1974年は50億円の売上。 7.5億円の経常利益であった。

1975年にワイヤカット放電加工機完成。

1978年には放電加工の量産体制を確立した。そのとき、200-300億円の売上であった。

50億円規模の経常利益。 精密な金型のために放電加工機が必要とされ始めた。

時代は飛んで、2017年にロボカット(放電加工)が累計3万台販売を達成。

ROBOCUT α-CiB series の加工精度を高める「AI熱変位補正機能」を、株式会社Preferred Networks (以下PFN)と共同開発。 本機能を搭載するロボカットは、ファナックとPFNの協業後、初めての「AI機能搭載商品」となる。 ファナックとPFNは、製造業向けのAI機能の開発で2015年から協業・資本提携。今回開発したAI熱変位補正機能では、ワイヤカット放電加工機の温度変化による加工精度変動をAI(機械学習)技術を活用して予測・制御し、補正精度を従来機能比で約30%改善。

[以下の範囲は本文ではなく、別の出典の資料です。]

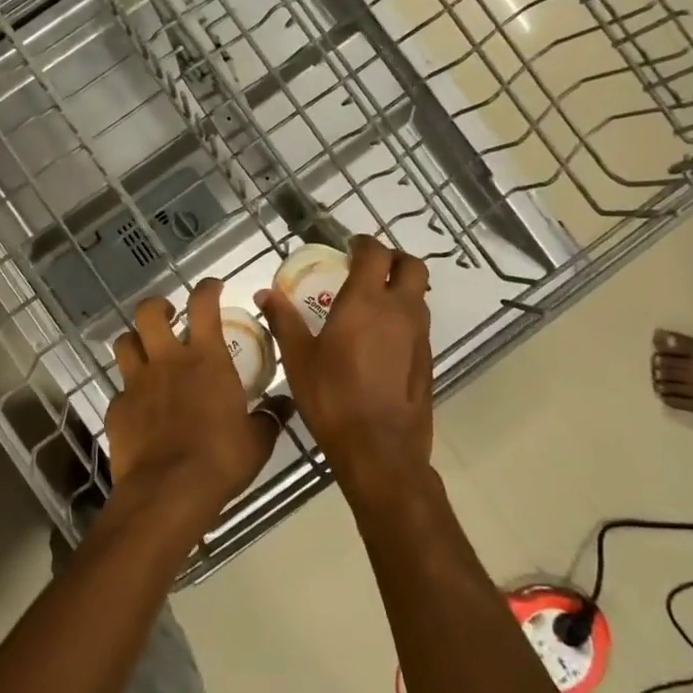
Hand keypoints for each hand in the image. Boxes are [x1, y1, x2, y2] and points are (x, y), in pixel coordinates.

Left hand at [106, 279, 279, 532]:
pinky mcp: (117, 408)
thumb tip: (284, 406)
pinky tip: (140, 407)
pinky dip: (129, 391)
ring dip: (135, 340)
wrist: (168, 491)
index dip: (207, 288)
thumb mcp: (256, 440)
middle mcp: (167, 361)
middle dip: (157, 306)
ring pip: (124, 342)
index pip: (203, 304)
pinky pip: (120, 389)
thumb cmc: (221, 460)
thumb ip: (269, 417)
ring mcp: (136, 382)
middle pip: (149, 312)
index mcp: (205, 359)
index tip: (213, 286)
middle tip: (169, 316)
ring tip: (146, 351)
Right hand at [257, 235, 432, 496]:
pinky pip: (418, 324)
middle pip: (411, 266)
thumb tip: (266, 293)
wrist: (379, 449)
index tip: (348, 247)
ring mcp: (419, 336)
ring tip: (369, 304)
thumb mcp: (298, 357)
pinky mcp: (427, 360)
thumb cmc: (333, 396)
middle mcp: (400, 310)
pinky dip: (402, 317)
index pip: (375, 253)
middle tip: (366, 268)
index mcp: (367, 301)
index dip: (363, 244)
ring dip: (399, 288)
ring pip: (418, 295)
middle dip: (392, 259)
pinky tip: (378, 340)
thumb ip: (284, 320)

このようにFANUCの方向性はAIによるさらなる効率の追求である。

競合となる三菱電機については、製品価格等も公表されており、工作機械の大手として、利益率重視の姿勢である。彼らもよき競合である。

ソディックについては、ボリュームゾーンが違う。最先端の超精密加工が西部、ソディックは汎用的であるため、ガチでバッティングはしていない。

P.S  福岡県古賀市 西部電機本社訪問について

昼休みが終わろうとしていた時間帯に福岡県の古賀の西部電機を訪問。(2018年4月)

社員さんが、室内でテニスや卓球に興じているのを見て、のどかな会社であるなと思った。

ジムやDVDなどを見れる娯楽室も完備されており、福岡ドーム1.5倍の敷地は、ただ、広かった。

応接間に通してくれた女性社員は、ゆったりとして、言い方は悪いが、のんびりとしている。お茶を出した後に、廊下で大声で同僚と世間話をしている丸聞こえだった。昔の日本の会社ってこんな感じだったんだろうなと、ほのぼのした気分になる。

女性社員の離職率は男性よりも低いと聞かされ、やっぱり、居心地のよい会社なんだなと思った。

変に社員数を減らしたり、人員整理をするよりも、自動化や部品の共通化など、やるべきことは他にある、という感じであった。こういう「余力」のある会社は最近珍しくなってしまった。

工場見学もさせていただいた。職人が研磨を練習している姿もあった。IRも重視し始めた、とのこと。

足元で、株主数がかなり減っているのでそれもあって、優待を導入した、ということであった。福岡証券取引所が今年になってIRフェアを行ったが、同社は10年ぶりに参加したとのこと。